=== Exercise ===
Using the data beneath this instruction, retype only the lines from the one that contains "ring tip: (580, 197)" down to the one that contains "index pip: (537, 251)", both included, exactly as they appear.

────────────────────────────────────────

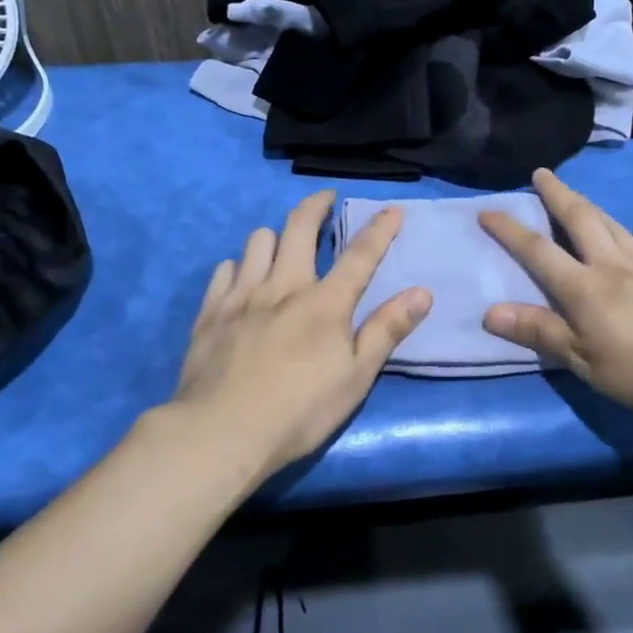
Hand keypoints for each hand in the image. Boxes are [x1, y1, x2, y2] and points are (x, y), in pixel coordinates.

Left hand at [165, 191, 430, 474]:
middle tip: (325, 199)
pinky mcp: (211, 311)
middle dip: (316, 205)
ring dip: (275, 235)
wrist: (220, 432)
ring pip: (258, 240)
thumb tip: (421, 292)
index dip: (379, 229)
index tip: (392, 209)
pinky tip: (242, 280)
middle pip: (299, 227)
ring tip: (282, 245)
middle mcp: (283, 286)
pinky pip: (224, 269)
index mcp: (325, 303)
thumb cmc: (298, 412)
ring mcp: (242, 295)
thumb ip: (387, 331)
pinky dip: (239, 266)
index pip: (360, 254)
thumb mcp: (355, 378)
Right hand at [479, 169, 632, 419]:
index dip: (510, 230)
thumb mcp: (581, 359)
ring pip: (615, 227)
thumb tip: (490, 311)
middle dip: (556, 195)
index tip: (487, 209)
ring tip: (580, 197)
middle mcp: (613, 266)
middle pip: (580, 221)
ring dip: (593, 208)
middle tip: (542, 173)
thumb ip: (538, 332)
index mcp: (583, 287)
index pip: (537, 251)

────────────────────────────────────────

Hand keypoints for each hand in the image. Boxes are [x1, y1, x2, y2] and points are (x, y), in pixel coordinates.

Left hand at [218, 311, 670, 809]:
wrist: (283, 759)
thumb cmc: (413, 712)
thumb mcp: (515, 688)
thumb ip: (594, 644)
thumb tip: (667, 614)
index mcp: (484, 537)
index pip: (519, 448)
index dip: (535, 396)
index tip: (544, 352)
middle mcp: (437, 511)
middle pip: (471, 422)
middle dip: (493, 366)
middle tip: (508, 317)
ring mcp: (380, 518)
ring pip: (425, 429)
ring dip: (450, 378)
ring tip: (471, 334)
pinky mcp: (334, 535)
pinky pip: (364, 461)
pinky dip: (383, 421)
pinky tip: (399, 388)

────────────────────────────────────────

=== Output ===
ring tip: (580, 197)
middle mcp: (613, 266)
middle pip: (580, 221)
ring dip: (593, 208)
middle tip: (542, 173)
thumb ip: (538, 332)
index mcp: (583, 287)
index pip: (537, 251)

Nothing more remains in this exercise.